[Data to process — start]

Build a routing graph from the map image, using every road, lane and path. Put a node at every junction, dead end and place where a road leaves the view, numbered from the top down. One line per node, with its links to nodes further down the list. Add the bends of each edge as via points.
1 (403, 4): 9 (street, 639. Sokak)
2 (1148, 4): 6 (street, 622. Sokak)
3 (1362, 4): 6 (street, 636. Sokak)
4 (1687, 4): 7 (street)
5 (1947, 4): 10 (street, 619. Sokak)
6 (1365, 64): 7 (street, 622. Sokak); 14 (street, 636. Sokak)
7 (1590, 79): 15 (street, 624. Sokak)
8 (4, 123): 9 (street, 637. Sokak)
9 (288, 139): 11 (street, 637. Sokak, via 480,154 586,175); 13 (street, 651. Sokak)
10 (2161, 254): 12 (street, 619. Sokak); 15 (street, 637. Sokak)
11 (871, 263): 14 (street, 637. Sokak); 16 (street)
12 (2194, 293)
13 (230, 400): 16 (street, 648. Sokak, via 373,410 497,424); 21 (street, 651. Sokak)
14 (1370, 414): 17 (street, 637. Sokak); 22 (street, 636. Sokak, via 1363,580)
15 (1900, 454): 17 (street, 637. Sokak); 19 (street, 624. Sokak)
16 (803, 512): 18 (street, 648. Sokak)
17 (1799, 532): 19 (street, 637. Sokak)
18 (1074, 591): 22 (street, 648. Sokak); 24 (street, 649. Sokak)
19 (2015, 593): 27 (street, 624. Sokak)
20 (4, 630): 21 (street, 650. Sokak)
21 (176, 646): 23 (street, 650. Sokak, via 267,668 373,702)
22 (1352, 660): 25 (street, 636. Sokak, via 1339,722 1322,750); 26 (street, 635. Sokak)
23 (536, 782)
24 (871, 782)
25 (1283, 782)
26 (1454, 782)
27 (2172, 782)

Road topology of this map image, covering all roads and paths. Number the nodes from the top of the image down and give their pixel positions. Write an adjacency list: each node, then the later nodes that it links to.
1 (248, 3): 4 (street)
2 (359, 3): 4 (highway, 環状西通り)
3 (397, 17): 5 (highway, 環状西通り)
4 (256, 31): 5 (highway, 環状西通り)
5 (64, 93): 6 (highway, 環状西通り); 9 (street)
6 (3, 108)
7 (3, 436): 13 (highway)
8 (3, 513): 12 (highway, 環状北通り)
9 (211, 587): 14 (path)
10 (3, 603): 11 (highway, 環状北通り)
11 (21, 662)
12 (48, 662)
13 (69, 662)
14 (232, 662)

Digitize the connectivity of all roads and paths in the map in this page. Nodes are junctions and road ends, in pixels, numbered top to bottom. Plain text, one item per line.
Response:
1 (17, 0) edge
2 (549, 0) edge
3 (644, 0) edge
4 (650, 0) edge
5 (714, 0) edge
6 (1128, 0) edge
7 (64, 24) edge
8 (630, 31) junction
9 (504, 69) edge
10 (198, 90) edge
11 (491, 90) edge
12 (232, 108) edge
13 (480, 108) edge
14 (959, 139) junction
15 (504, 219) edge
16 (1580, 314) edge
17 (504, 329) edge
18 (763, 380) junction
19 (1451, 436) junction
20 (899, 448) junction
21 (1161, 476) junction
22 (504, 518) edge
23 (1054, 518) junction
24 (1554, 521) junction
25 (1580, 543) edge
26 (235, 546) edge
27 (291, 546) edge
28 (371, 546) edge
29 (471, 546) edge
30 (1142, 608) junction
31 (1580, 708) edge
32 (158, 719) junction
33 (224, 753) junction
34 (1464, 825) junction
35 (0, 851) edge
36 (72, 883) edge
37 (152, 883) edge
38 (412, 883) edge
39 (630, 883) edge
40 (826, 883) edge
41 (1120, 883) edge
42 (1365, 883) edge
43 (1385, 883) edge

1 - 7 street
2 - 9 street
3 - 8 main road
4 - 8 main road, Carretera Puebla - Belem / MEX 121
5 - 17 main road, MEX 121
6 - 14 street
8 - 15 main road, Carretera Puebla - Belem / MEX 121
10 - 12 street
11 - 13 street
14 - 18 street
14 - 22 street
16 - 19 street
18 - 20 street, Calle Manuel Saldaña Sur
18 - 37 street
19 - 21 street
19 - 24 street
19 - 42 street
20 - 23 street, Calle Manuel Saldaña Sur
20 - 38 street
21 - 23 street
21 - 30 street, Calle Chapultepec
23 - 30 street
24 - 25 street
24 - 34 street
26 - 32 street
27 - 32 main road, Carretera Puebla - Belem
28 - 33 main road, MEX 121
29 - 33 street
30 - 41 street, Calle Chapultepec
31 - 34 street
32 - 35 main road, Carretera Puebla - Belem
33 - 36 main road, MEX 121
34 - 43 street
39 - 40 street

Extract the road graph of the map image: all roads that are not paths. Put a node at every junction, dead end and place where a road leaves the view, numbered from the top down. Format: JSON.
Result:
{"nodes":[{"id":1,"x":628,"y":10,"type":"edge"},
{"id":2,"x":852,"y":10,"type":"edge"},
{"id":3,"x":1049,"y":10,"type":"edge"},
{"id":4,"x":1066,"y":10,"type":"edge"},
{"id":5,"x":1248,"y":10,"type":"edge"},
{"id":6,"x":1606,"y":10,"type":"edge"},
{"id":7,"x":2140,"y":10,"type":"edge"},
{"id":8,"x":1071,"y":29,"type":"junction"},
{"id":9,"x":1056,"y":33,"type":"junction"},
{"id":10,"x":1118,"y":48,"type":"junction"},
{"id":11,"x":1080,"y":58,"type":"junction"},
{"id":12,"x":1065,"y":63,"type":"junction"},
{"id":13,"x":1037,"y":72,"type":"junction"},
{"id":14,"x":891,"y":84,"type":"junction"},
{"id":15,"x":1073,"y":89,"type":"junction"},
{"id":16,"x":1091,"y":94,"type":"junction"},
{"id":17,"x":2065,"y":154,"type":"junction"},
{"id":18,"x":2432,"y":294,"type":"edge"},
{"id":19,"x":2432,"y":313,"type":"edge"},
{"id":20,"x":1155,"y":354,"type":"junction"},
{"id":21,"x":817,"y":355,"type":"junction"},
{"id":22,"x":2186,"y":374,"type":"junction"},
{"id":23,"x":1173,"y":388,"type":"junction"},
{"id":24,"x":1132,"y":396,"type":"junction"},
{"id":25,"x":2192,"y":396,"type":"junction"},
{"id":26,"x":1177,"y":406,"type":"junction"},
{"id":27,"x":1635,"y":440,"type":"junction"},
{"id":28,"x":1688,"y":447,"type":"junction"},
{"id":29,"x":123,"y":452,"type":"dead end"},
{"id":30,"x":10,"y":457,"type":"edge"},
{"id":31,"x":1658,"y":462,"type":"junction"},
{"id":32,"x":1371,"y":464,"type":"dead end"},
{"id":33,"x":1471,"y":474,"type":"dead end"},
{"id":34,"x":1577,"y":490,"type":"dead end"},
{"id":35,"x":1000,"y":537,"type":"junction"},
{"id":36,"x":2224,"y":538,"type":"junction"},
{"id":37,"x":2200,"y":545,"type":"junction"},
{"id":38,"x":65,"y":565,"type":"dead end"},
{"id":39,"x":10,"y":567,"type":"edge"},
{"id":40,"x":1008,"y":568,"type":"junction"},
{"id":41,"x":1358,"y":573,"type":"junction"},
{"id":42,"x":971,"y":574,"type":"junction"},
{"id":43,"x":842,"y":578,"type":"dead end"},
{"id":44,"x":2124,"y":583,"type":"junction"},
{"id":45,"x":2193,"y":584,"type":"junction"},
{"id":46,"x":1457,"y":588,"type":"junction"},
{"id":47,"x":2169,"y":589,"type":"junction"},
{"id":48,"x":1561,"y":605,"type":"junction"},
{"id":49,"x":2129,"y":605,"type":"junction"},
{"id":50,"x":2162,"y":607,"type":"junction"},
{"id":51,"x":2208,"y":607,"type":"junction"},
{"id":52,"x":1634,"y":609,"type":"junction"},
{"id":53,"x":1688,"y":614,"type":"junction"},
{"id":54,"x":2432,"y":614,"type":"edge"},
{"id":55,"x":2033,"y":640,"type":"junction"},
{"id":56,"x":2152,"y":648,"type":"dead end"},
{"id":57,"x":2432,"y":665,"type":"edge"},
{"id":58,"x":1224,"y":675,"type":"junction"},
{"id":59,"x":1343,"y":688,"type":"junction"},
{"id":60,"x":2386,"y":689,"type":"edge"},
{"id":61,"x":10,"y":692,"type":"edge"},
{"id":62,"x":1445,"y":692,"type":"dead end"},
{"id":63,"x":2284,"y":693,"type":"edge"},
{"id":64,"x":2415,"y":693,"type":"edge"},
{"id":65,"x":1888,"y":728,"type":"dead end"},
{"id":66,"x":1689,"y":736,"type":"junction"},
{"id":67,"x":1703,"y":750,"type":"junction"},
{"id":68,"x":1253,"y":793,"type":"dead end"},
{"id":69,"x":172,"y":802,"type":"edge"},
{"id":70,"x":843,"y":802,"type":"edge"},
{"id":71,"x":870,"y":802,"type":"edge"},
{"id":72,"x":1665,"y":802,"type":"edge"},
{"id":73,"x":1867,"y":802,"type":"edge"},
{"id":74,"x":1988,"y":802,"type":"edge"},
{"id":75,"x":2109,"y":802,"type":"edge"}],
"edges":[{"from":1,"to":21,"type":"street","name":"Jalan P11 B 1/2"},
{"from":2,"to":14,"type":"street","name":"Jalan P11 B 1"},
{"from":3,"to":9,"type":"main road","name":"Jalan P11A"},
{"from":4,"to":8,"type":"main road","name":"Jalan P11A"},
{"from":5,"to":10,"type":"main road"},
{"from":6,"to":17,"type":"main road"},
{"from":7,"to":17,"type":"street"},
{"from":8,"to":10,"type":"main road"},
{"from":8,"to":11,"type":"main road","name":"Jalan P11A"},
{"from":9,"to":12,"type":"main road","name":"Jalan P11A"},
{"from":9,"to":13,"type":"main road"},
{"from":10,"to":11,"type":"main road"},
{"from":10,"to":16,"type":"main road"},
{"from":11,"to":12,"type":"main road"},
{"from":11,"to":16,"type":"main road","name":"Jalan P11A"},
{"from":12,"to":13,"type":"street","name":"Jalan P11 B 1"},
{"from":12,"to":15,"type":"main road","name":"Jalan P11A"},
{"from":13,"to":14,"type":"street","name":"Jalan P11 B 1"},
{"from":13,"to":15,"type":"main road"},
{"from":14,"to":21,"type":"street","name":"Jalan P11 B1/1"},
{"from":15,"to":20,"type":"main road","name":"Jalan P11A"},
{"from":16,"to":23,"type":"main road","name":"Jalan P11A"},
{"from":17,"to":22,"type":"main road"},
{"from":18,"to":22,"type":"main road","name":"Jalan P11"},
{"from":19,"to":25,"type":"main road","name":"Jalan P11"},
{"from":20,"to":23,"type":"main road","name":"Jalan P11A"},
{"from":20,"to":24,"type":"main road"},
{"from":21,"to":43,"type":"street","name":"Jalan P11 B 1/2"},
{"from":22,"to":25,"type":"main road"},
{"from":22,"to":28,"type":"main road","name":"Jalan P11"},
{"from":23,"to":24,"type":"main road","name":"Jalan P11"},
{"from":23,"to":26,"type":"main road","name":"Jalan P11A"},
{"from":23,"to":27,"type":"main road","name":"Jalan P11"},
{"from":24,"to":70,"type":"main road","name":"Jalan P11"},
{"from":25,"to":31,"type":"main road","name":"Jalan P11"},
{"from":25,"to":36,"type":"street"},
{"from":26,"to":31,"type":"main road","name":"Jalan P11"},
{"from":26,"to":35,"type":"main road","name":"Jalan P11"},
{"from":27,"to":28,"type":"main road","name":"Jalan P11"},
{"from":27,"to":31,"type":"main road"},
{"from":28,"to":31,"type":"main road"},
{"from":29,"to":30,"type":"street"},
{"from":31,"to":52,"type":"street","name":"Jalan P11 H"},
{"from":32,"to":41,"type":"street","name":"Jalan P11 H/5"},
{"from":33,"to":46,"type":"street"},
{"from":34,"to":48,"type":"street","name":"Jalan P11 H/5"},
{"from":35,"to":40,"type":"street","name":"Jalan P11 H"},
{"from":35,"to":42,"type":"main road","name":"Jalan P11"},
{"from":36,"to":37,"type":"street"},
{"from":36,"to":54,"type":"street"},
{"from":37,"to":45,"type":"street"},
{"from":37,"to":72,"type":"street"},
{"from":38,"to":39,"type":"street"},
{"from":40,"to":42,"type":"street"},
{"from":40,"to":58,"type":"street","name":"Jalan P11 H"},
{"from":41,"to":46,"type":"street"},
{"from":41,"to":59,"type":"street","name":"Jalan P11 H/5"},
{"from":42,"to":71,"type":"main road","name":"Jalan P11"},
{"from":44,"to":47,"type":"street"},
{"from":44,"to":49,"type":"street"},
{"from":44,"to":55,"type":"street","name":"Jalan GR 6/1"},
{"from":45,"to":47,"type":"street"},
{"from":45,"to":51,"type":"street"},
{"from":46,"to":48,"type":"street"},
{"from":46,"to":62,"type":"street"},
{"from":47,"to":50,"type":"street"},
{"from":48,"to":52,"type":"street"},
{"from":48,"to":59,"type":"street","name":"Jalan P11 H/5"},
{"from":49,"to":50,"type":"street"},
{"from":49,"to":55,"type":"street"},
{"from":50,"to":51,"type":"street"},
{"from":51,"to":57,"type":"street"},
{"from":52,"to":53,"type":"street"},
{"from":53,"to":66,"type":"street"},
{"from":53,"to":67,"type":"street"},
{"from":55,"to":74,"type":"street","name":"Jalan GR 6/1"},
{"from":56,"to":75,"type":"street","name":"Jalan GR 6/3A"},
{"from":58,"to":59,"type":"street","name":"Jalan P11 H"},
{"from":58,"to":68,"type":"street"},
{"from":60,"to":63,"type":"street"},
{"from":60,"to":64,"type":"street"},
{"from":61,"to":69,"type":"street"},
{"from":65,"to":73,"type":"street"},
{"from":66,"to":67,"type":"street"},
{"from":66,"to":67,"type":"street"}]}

[Data to process — finish]

Problem requirements
When a line of the material holds the string "place", copy that line.

Answer below
Build a routing graph from the map image, using every road, lane and path. Put a node at every junction, dead end and place where a road leaves the view, numbered from the top down. One line per node, with its links to nodes further down the list. Add the bends of each edge as via points.
Extract the road graph of the map image: all roads that are not paths. Put a node at every junction, dead end and place where a road leaves the view, numbered from the top down. Format: JSON.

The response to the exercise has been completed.